The jury deliberated for nearly 6 1/2 hours after closing arguments Thursday before deciding on the first-degree intentional homicide charge against Eric Hainstock, 16.
Hainstock had brought his father’s shotgun and .22 revolver to Weston Schools, a rural school about 65 miles northwest of Madison, on Sept. 29. He told detectives in an interview that day he was angry Principal John Klang and other teachers had done nothing to stop other kids from teasing him.
Hainstock’s attorneys rubbed his back before he was led away. The teen could face up to life in prison at his sentencing, which was scheduled for this morning.
Minister faces prison for drugs
A minister accused of distributing marijuana through his church was convicted of a drug charge Thursday.

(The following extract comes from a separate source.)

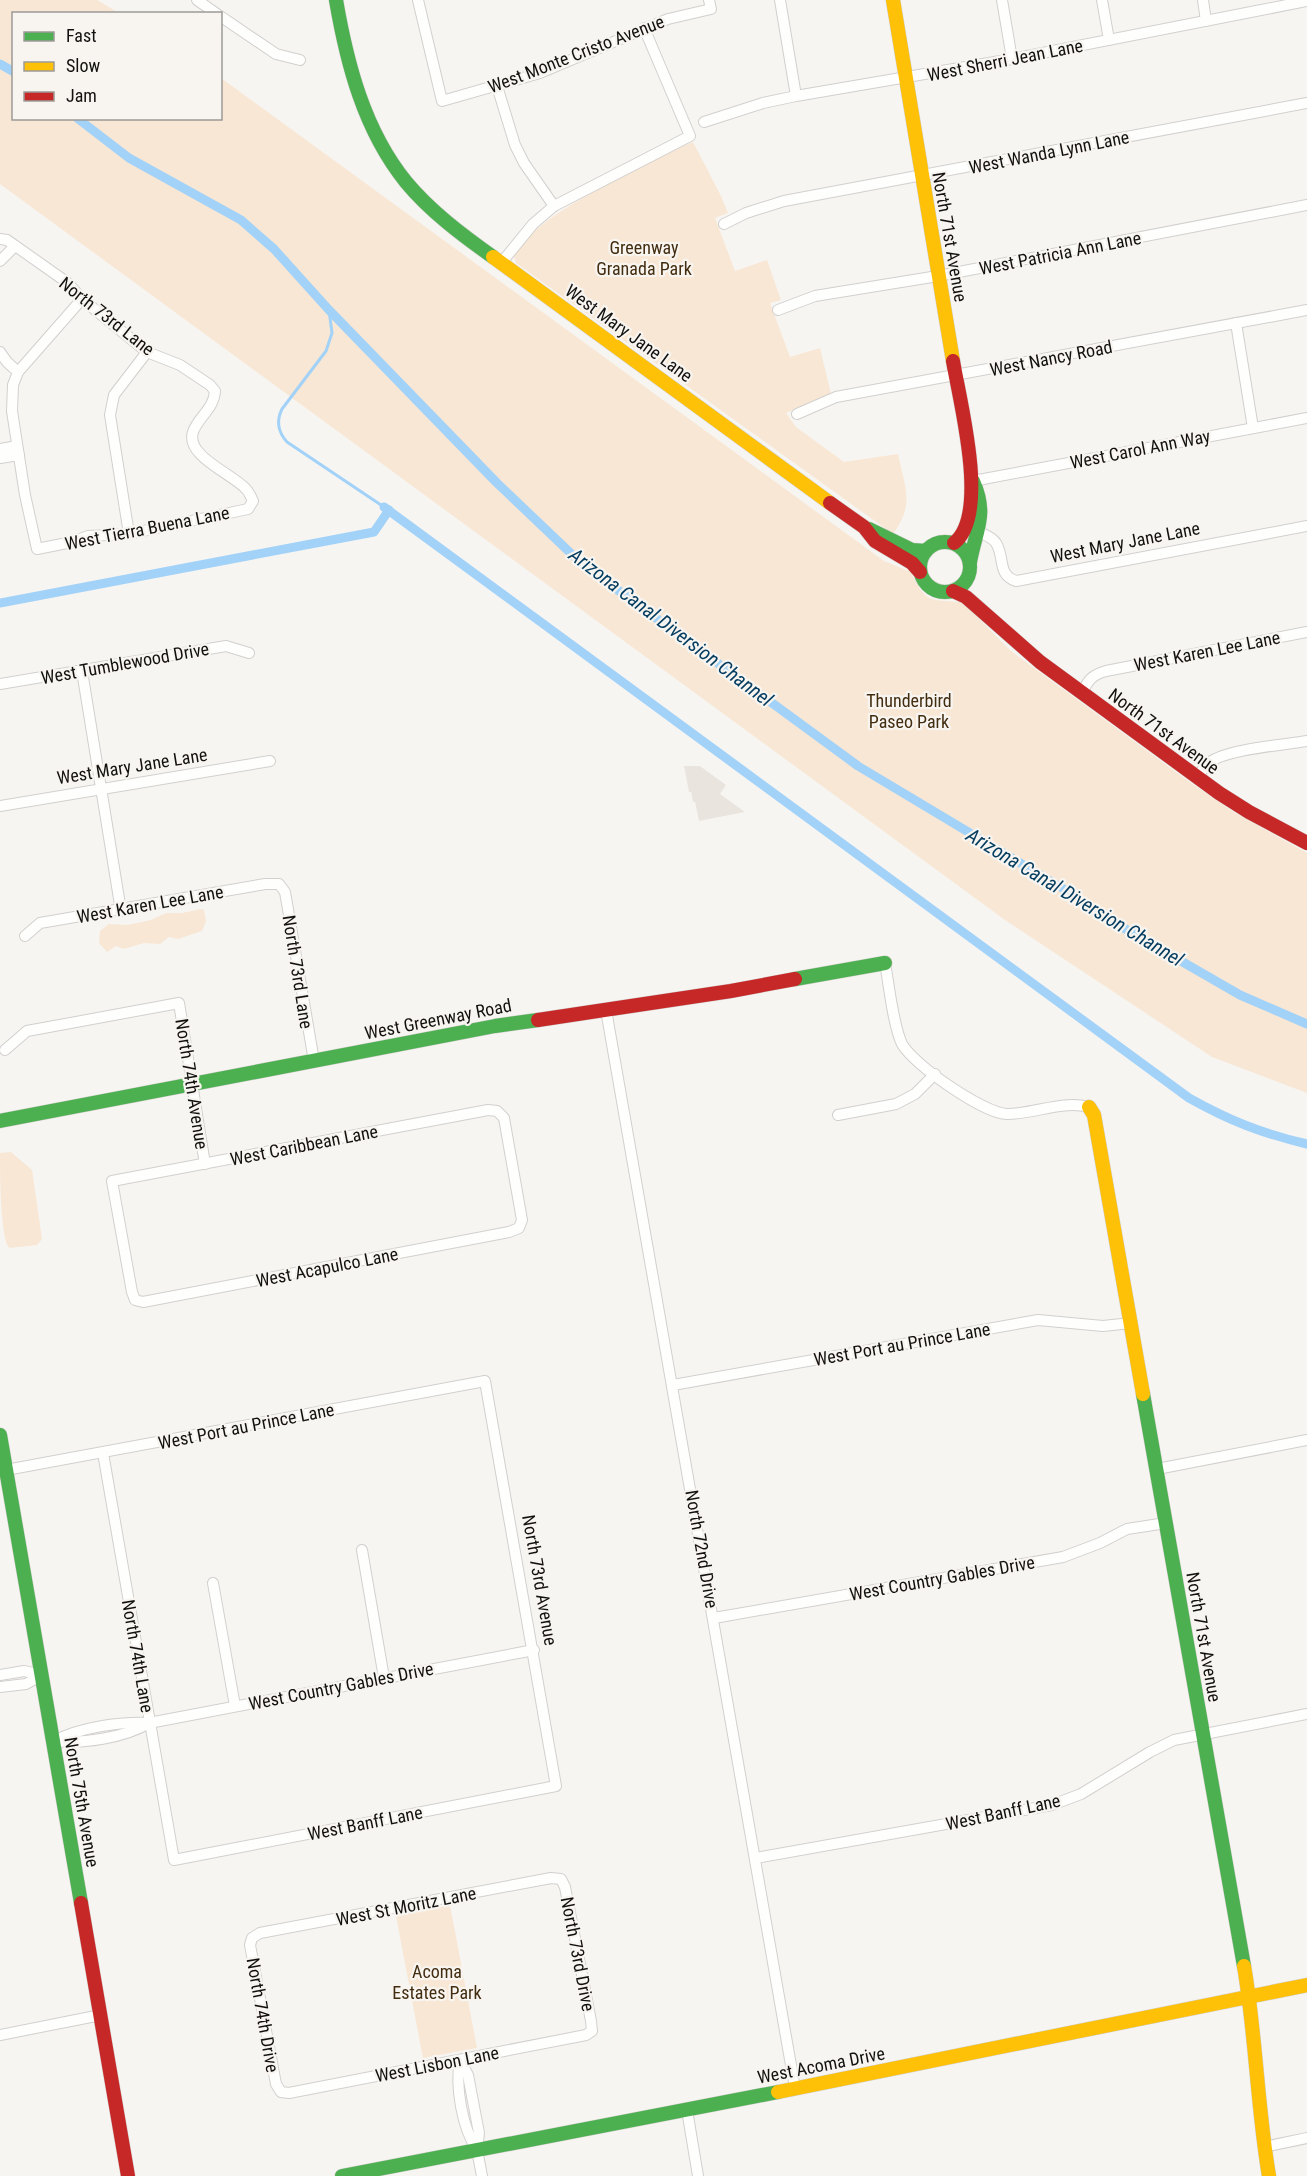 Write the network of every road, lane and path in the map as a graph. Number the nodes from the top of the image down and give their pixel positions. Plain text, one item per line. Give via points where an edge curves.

The Rev. Craig X Rubin, 41, faces up to four years, eight months in prison for possessing marijuana for sale, said Jane Robison, a district attorney’s spokeswoman.
Rubin and some 400 members of Temple 420 say that marijuana is a religious sacrament. They burn and smoke pot during services.
The reverend, who has appeared in episodes of the Showtime comedy “Weeds,” said he won’t appeal his conviction.
“If my society believes I’m a danger and a threat, it’s better off without me,” he said in a telephone interview. “Hopefully people will be nice to me inside. I barely ever had a ticket before.”
Rubin was ordained in 1990 by the Universal Life Church, which will ordain anyone for a fee. The Beverly Hills-born minister was arrested last fall and freed after posting $20,000 bail.
Breast-feeding ending too soon
Nearly three-quarters of new mothers in the United States are breast-feeding their babies, but they are quitting too soon and resorting to infant formula too often, federal health officials said Thursday.
A government survey found that only about 30 percent of new moms are feeding their babies breast milk alone three months after birth. At six months, only 11 percent are breast-feeding exclusively.
Formula isn’t as good at protecting babies against diseases, eczema and childhood obesity, experts say. Ideally, nearly all mothers should breast-feed their babies for six months or more, said Dr. David Paige, a Johns Hopkins University reproductive health expert.
The annual random-digit-dial survey by the Centers for Disease Control and Prevention showed that the percentage of women who start breast-feeding rose slightly from 2000 to 2004, from 71 percent to 74 percent. That’s a new high, CDC officials said, and is based on nearly 17,000 responses.